**Problem:**
Every entry needs to be given again exactly as it reads.

**Records for the exercise:**
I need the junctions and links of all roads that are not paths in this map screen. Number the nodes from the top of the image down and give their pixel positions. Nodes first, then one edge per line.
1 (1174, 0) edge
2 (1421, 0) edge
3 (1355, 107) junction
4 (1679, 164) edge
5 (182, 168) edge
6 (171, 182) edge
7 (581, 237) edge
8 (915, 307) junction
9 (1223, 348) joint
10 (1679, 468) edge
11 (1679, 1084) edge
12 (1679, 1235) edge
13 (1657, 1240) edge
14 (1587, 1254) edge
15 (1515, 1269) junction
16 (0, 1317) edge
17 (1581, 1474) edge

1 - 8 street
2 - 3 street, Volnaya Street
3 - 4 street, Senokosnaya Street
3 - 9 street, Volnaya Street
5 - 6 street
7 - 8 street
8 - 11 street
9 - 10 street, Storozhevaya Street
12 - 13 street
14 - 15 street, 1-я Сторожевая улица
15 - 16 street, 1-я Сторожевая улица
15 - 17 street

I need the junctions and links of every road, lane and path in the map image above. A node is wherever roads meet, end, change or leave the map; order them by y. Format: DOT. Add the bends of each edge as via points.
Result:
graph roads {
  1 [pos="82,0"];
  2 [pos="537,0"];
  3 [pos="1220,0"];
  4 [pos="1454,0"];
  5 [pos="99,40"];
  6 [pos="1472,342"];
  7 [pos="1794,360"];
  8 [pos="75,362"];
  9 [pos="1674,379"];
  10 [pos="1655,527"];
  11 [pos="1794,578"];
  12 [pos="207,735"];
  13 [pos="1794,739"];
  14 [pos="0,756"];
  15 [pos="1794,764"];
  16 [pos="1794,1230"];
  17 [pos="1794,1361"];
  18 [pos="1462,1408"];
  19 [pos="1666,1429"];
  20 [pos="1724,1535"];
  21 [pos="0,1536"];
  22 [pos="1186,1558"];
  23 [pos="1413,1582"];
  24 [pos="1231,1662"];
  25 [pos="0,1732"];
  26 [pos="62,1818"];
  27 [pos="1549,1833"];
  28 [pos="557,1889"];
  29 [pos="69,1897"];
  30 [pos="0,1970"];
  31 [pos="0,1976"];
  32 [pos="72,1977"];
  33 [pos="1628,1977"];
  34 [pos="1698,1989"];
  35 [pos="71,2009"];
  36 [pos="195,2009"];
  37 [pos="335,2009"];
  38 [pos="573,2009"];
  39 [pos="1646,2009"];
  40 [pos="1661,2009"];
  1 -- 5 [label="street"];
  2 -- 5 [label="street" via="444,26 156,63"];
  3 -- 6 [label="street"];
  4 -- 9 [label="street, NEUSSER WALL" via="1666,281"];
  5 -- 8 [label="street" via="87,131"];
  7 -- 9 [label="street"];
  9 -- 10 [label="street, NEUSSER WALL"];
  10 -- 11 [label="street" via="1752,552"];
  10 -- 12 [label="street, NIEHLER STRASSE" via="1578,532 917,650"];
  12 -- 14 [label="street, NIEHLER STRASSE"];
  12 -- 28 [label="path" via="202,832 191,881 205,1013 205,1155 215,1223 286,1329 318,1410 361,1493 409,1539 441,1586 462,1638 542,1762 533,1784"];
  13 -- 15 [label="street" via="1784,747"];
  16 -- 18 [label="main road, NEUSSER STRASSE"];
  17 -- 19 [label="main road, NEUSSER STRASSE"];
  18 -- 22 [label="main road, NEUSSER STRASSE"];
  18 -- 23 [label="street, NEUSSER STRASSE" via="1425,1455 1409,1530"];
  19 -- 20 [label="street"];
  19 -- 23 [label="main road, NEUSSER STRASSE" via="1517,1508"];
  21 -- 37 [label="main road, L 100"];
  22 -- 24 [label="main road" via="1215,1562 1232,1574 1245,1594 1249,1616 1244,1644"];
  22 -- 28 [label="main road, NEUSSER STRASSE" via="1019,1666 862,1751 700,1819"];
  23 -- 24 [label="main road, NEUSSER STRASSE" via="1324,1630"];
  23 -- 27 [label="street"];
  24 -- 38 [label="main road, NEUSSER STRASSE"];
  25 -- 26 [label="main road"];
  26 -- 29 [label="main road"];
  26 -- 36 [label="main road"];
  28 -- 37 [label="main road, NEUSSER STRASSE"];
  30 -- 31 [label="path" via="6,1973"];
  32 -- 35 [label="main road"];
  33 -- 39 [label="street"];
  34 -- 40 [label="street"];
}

**Exercise answer:**
I need the junctions and links of all roads that are not paths in this map screen. Number the nodes from the top of the image down and give their pixel positions. Nodes first, then one edge per line.
1 (1174, 0) edge
2 (1421, 0) edge
3 (1355, 107) junction
4 (1679, 164) edge
5 (182, 168) edge
6 (171, 182) edge
7 (581, 237) edge
8 (915, 307) junction
9 (1223, 348) joint
10 (1679, 468) edge
11 (1679, 1084) edge
12 (1679, 1235) edge
13 (1657, 1240) edge
14 (1587, 1254) edge
15 (1515, 1269) junction
16 (0, 1317) edge
17 (1581, 1474) edge

1 - 8 street
2 - 3 street, Volnaya Street
3 - 4 street, Senokosnaya Street
3 - 9 street, Volnaya Street
5 - 6 street
7 - 8 street
8 - 11 street
9 - 10 street, Storozhevaya Street
12 - 13 street
14 - 15 street, 1-я Сторожевая улица
15 - 16 street, 1-я Сторожевая улица
15 - 17 street

I need the junctions and links of every road, lane and path in the map image above. A node is wherever roads meet, end, change or leave the map; order them by y. Format: DOT. Add the bends of each edge as via points.
Result:
graph roads {
  1 [pos="82,0"];
  2 [pos="537,0"];
  3 [pos="1220,0"];
  4 [pos="1454,0"];
  5 [pos="99,40"];
  6 [pos="1472,342"];
  7 [pos="1794,360"];
  8 [pos="75,362"];
  9 [pos="1674,379"];
  10 [pos="1655,527"];
  11 [pos="1794,578"];
  12 [pos="207,735"];
  13 [pos="1794,739"];
  14 [pos="0,756"];
  15 [pos="1794,764"];
  16 [pos="1794,1230"];
  17 [pos="1794,1361"];
  18 [pos="1462,1408"];
  19 [pos="1666,1429"];
  20 [pos="1724,1535"];
  21 [pos="0,1536"];
  22 [pos="1186,1558"];
  23 [pos="1413,1582"];
  24 [pos="1231,1662"];
  25 [pos="0,1732"];
  26 [pos="62,1818"];
  27 [pos="1549,1833"];
  28 [pos="557,1889"];
  29 [pos="69,1897"];
  30 [pos="0,1970"];
  31 [pos="0,1976"];
  32 [pos="72,1977"];
  33 [pos="1628,1977"];
  34 [pos="1698,1989"];
  35 [pos="71,2009"];
  36 [pos="195,2009"];
  37 [pos="335,2009"];
  38 [pos="573,2009"];
  39 [pos="1646,2009"];
  40 [pos="1661,2009"];
  1 -- 5 [label="street"];
  2 -- 5 [label="street" via="444,26 156,63"];
  3 -- 6 [label="street"];
  4 -- 9 [label="street, NEUSSER WALL" via="1666,281"];
  5 -- 8 [label="street" via="87,131"];
  7 -- 9 [label="street"];
  9 -- 10 [label="street, NEUSSER WALL"];
  10 -- 11 [label="street" via="1752,552"];
  10 -- 12 [label="street, NIEHLER STRASSE" via="1578,532 917,650"];
  12 -- 14 [label="street, NIEHLER STRASSE"];
  12 -- 28 [label="path" via="202,832 191,881 205,1013 205,1155 215,1223 286,1329 318,1410 361,1493 409,1539 441,1586 462,1638 542,1762 533,1784"];
  13 -- 15 [label="street" via="1784,747"];
  16 -- 18 [label="main road, NEUSSER STRASSE"];
  17 -- 19 [label="main road, NEUSSER STRASSE"];
  18 -- 22 [label="main road, NEUSSER STRASSE"];
  18 -- 23 [label="street, NEUSSER STRASSE" via="1425,1455 1409,1530"];
  19 -- 20 [label="street"];
  19 -- 23 [label="main road, NEUSSER STRASSE" via="1517,1508"];
  21 -- 37 [label="main road, L 100"];
  22 -- 24 [label="main road" via="1215,1562 1232,1574 1245,1594 1249,1616 1244,1644"];
  22 -- 28 [label="main road, NEUSSER STRASSE" via="1019,1666 862,1751 700,1819"];
  23 -- 24 [label="main road, NEUSSER STRASSE" via="1324,1630"];
  23 -- 27 [label="street"];
  24 -- 38 [label="main road, NEUSSER STRASSE"];
  25 -- 26 [label="main road"];
  26 -- 29 [label="main road"];
  26 -- 36 [label="main road"];
  28 -- 37 [label="main road, NEUSSER STRASSE"];
  30 -- 31 [label="path" via="6,1973"];
  32 -- 35 [label="main road"];
  33 -- 39 [label="street"];
  34 -- 40 [label="street"];
}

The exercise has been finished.